What you are asked to do:
Please return every line of the records below that contains the word "nodes".

· · · ·

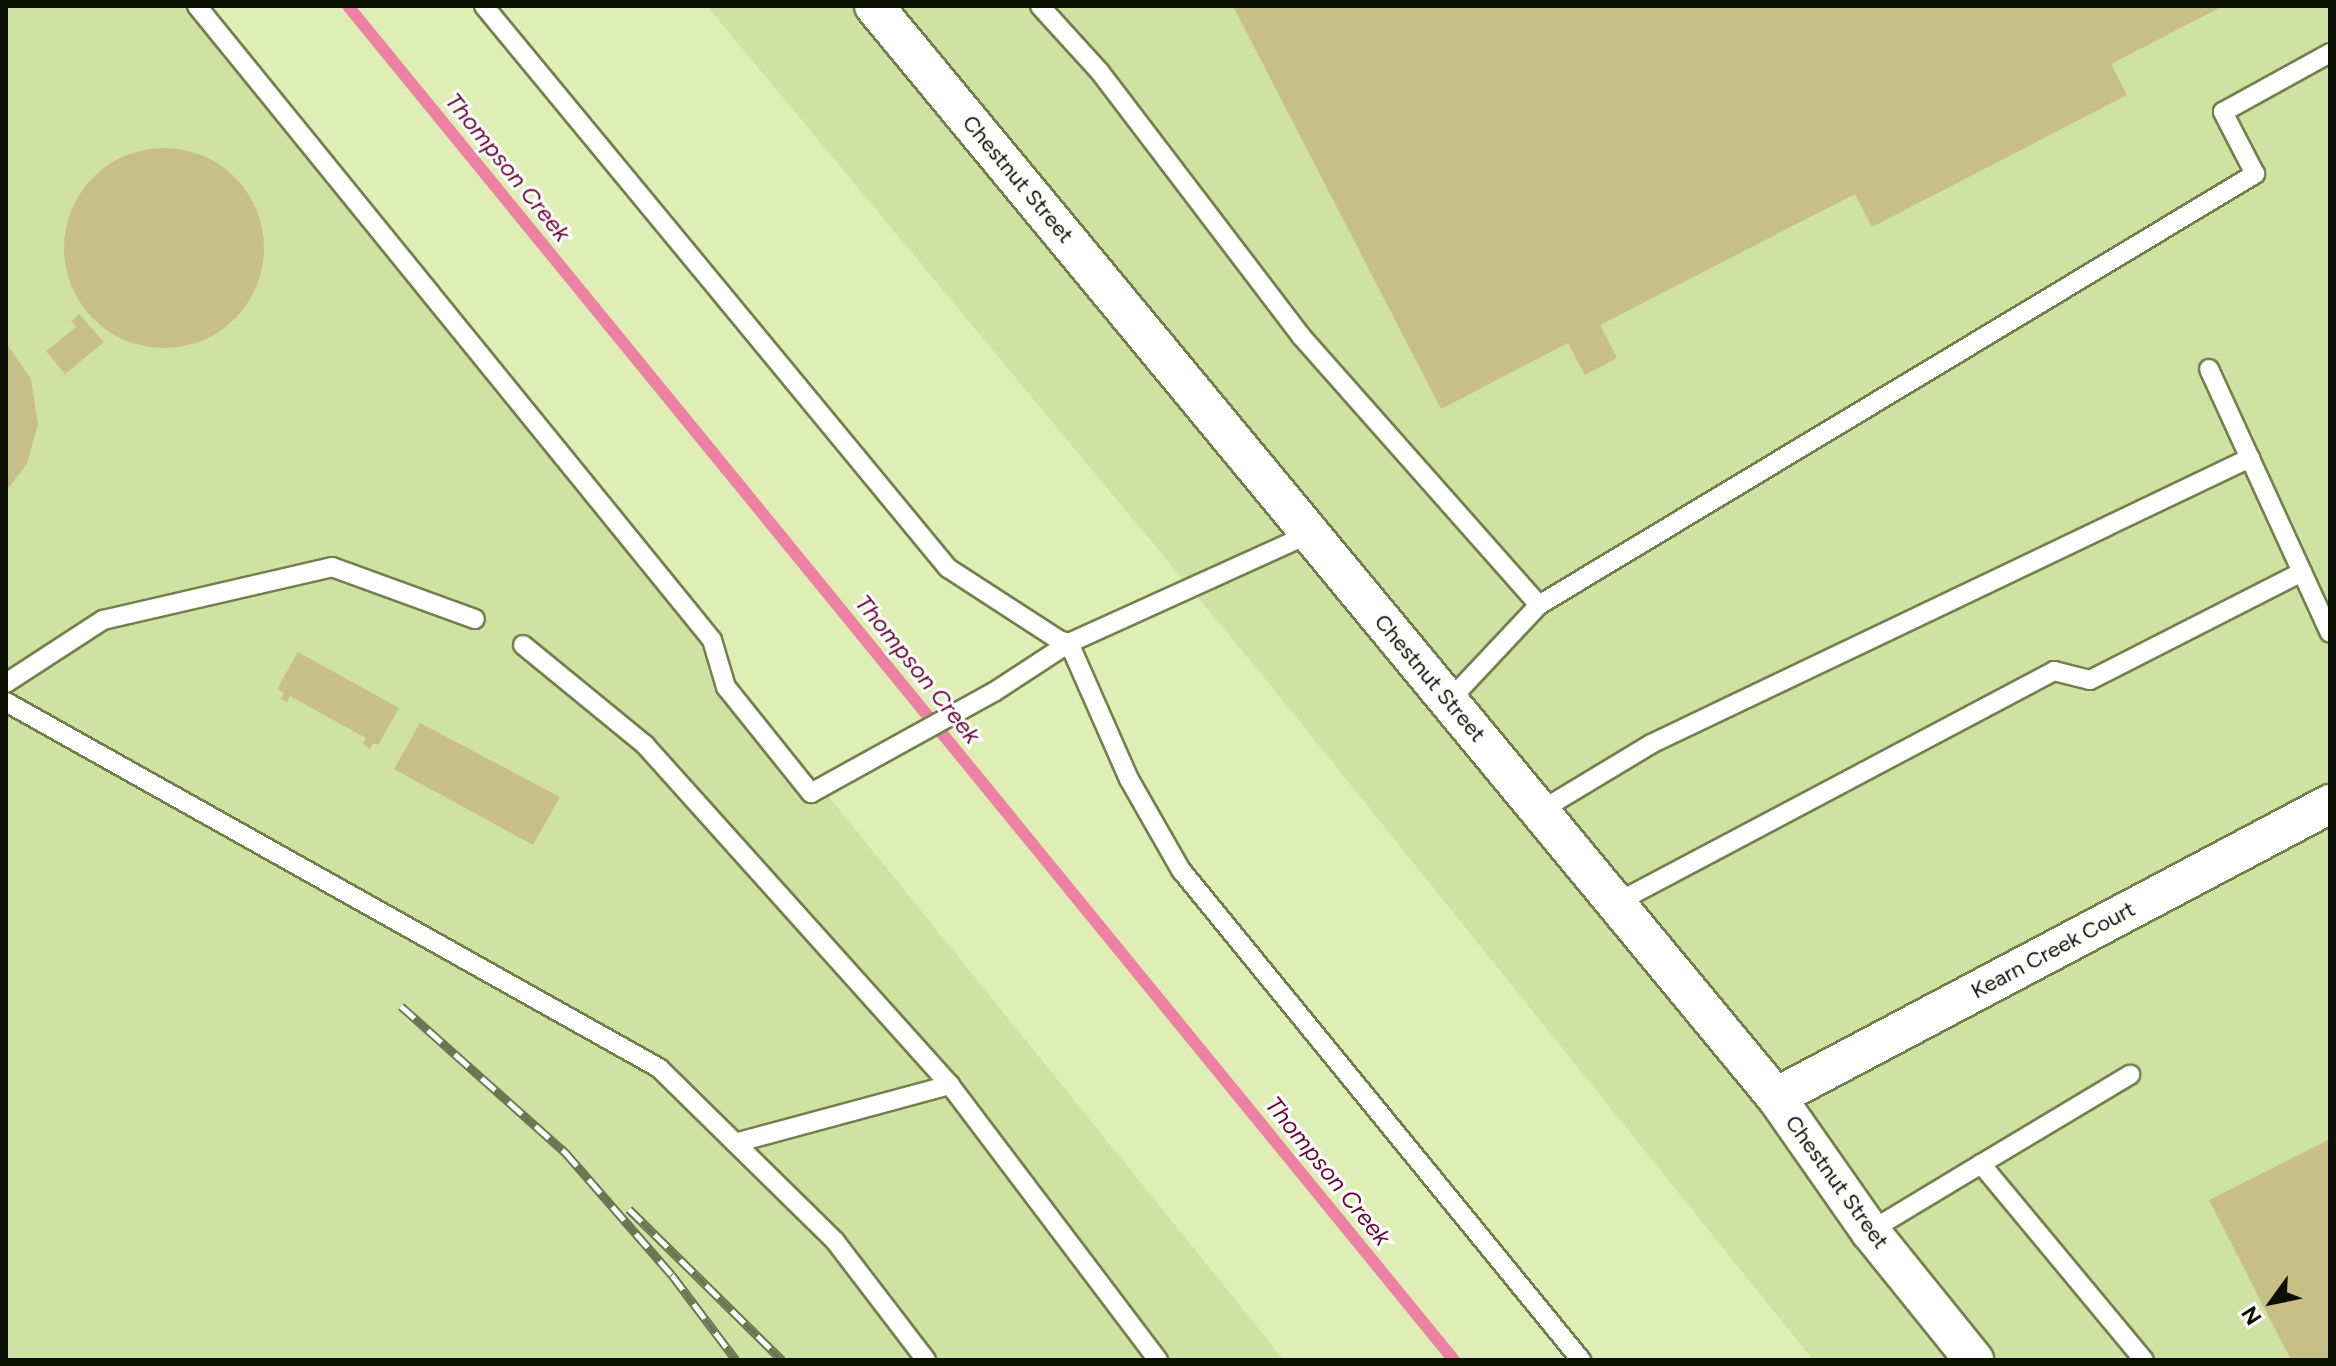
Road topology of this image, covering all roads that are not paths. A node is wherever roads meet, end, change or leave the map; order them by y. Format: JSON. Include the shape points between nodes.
{"nodes":[{"id":1,"x":197,"y":6,"type":"edge"},
{"id":2,"x":484,"y":6,"type":"edge"},
{"id":3,"x":874,"y":6,"type":"edge"},
{"id":4,"x":1040,"y":6,"type":"edge"},
{"id":5,"x":2330,"y":53,"type":"edge"},
{"id":6,"x":2209,"y":369,"type":"dead end"},
{"id":7,"x":2250,"y":458,"type":"junction"},
{"id":8,"x":1311,"y":533,"type":"junction"},
{"id":9,"x":2302,"y":572,"type":"junction"},
{"id":10,"x":1539,"y":605,"type":"junction"},
{"id":11,"x":475,"y":619,"type":"dead end"},
{"id":12,"x":2330,"y":633,"type":"edge"},
{"id":13,"x":1069,"y":643,"type":"junction"},
{"id":14,"x":523,"y":645,"type":"dead end"},
{"id":15,"x":6,"y":683,"type":"edge"},
{"id":16,"x":1449,"y":701,"type":"junction"},
{"id":17,"x":6,"y":702,"type":"edge"},
{"id":18,"x":2330,"y":804,"type":"edge"},
{"id":19,"x":1540,"y":811,"type":"junction"},
{"id":20,"x":1616,"y":903,"type":"junction"},
{"id":21,"x":2130,"y":1075,"type":"dead end"},
{"id":22,"x":950,"y":1085,"type":"junction"},
{"id":23,"x":1776,"y":1097,"type":"junction"},
{"id":24,"x":735,"y":1143,"type":"junction"},
{"id":25,"x":1981,"y":1164,"type":"junction"},
{"id":26,"x":1870,"y":1231,"type":"junction"},
{"id":27,"x":926,"y":1360,"type":"edge"},
{"id":28,"x":1158,"y":1360,"type":"edge"},
{"id":29,"x":1581,"y":1360,"type":"edge"},
{"id":30,"x":1974,"y":1360,"type":"edge"},
{"id":31,"x":2144,"y":1360,"type":"edge"}],
"edges":[{"from":1,"to":13,"type":"lane","via":[[712,640],[726,687],[811,793]]},
{"from":2,"to":13,"type":"lane","via":[[948,568]]},
{"from":3,"to":8,"type":"street","name":"Chestnut Street"},
{"from":4,"to":10,"type":"lane","via":[[1100,72],[1301,336]]},
{"from":5,"to":10,"type":"lane","via":[[2223,112],[2255,174]]},
{"from":6,"to":7,"type":"lane"},
{"from":7,"to":9,"type":"lane"},
{"from":7,"to":19,"type":"lane","via":[[1651,744]]},
{"from":8,"to":13,"type":"lane"},
{"from":8,"to":16,"type":"street","name":"Chestnut Street"},
{"from":9,"to":12,"type":"lane"},
{"from":9,"to":20,"type":"lane","via":[[2090,680],[2054,671]]},
{"from":10,"to":16,"type":"lane"},
{"from":11,"to":15,"type":"lane","via":[[332,567],[103,620]]},
{"from":13,"to":29,"type":"lane","via":[[1129,779],[1181,870]]},
{"from":14,"to":22,"type":"lane","via":[[645,745]]},
{"from":16,"to":19,"type":"street","name":"Chestnut Street"},
{"from":17,"to":24,"type":"lane","via":[[659,1068]]},
{"from":18,"to":23,"type":"street","name":"Kearn Creek Court"},
{"from":19,"to":20,"type":"street","name":"Chestnut Street"},
{"from":20,"to":23,"type":"street","name":"Chestnut Street"},
{"from":21,"to":25,"type":"lane"},
{"from":22,"to":24,"type":"lane"},
{"from":22,"to":28,"type":"lane"},
{"from":23,"to":26,"type":"street","name":"Chestnut Street"},
{"from":24,"to":27,"type":"lane","via":[[835,1241]]},
{"from":25,"to":26,"type":"lane"},
{"from":25,"to":31,"type":"lane"},
{"from":26,"to":30,"type":"street","name":"Chestnut Street"}]}
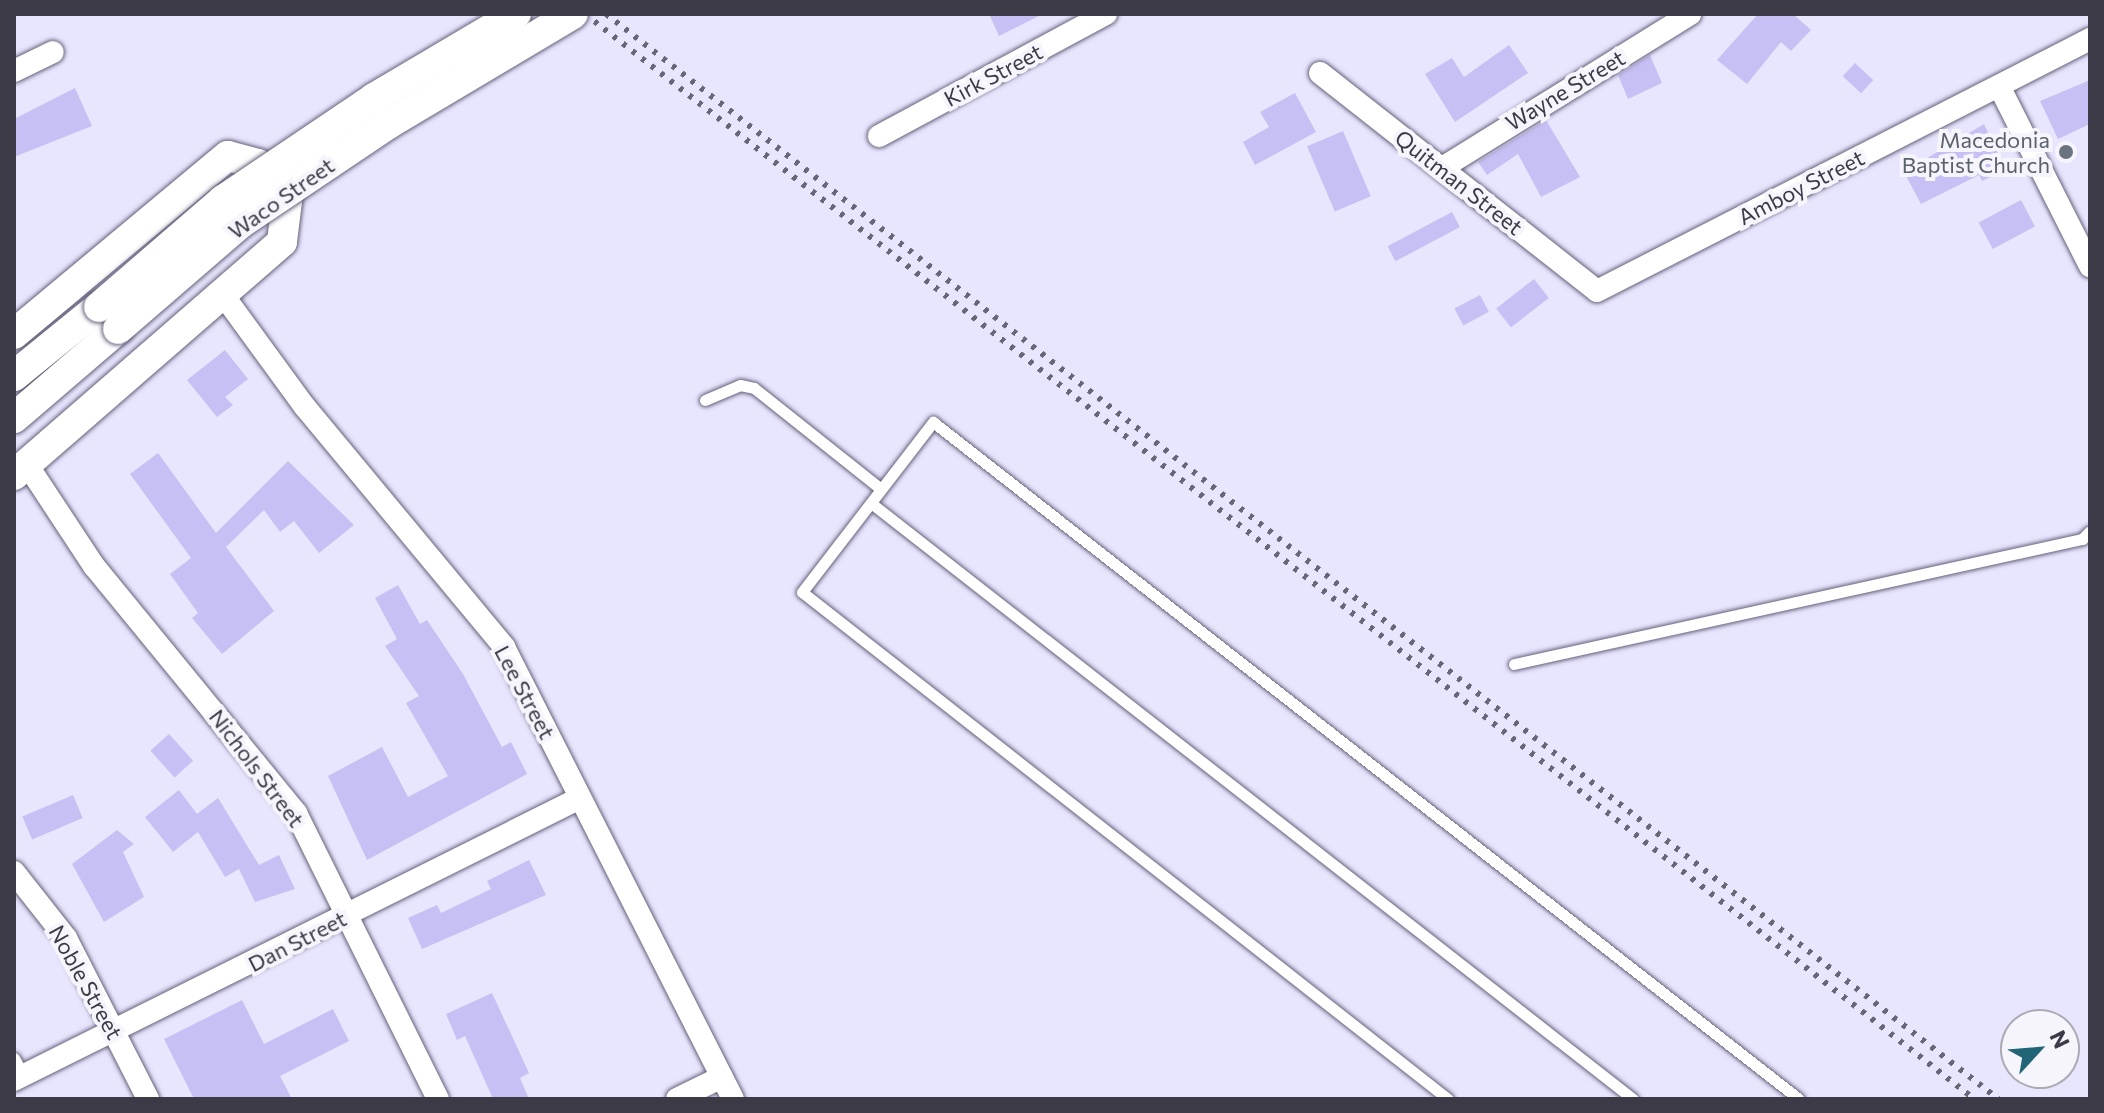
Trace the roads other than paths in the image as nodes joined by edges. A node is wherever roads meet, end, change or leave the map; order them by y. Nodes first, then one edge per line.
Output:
1 (516, 14) edge
2 (573, 14) edge
3 (1106, 14) edge
4 (1690, 14) edge
5 (2090, 39) edge
6 (53, 52) dead end
7 (14, 71) edge
8 (1320, 73) dead end
9 (1999, 86) junction
10 (879, 136) dead end
11 (1442, 168) junction
12 (2090, 266) edge
13 (1597, 291) joint
14 (221, 292) junction
15 (108, 318) junction
16 (14, 334) edge
17 (14, 376) edge
18 (705, 400) dead end
19 (14, 418) edge
20 (21, 471) edge
21 (881, 489) junction
22 (871, 503) junction
23 (2090, 531) edge
24 (1514, 664) dead end
25 (580, 798) junction
26 (14, 872) edge
27 (346, 916) junction
28 (115, 1033) junction
29 (17, 1071) edge
30 (722, 1077) junction
31 (148, 1099) edge
32 (438, 1099) edge
33 (677, 1099) edge
34 (733, 1099) edge
35 (1448, 1099) edge
36 (1633, 1099) edge
37 (1799, 1099) edge

1 - 15 main road, Waco Street, bridge
2 - 15 main road, Waco Street, bridge
3 - 10 street, Kirk Street
4 - 11 street, Wayne Street
5 - 9 street, Amboy Street
6 - 7 street
8 - 11 street, Quitman Street
9 - 12 street
9 - 13 street, Amboy Street
11 - 13 street, Quitman Street
14 - 16 main road
14 - 20 main road
14 - 25 street, Lee Street
15 - 17 main road, Waco Street
15 - 19 main road, Waco Street
18 - 21 lane
20 - 27 street, Nichols Street
21 - 22 lane
21 - 37 lane
22 - 35 lane
22 - 36 lane
23 - 24 lane
25 - 27 street, Dan Street
25 - 30 street, Lee Street
26 - 28 street, Noble Street
27 - 28 street, Dan Street
27 - 32 street, Nichols Street
28 - 29 street, Dan Street
28 - 31 street, Noble Street
30 - 33 street
30 - 34 street, Lee Street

· · · ·

Answer to this exercise:
Road topology of this image, covering all roads that are not paths. A node is wherever roads meet, end, change or leave the map; order them by y. Format: JSON. Include the shape points between nodes.
{"nodes":[{"id":1,"x":197,"y":6,"type":"edge"},
Trace the roads other than paths in the image as nodes joined by edges. A node is wherever roads meet, end, change or leave the map; order them by y. Nodes first, then one edge per line.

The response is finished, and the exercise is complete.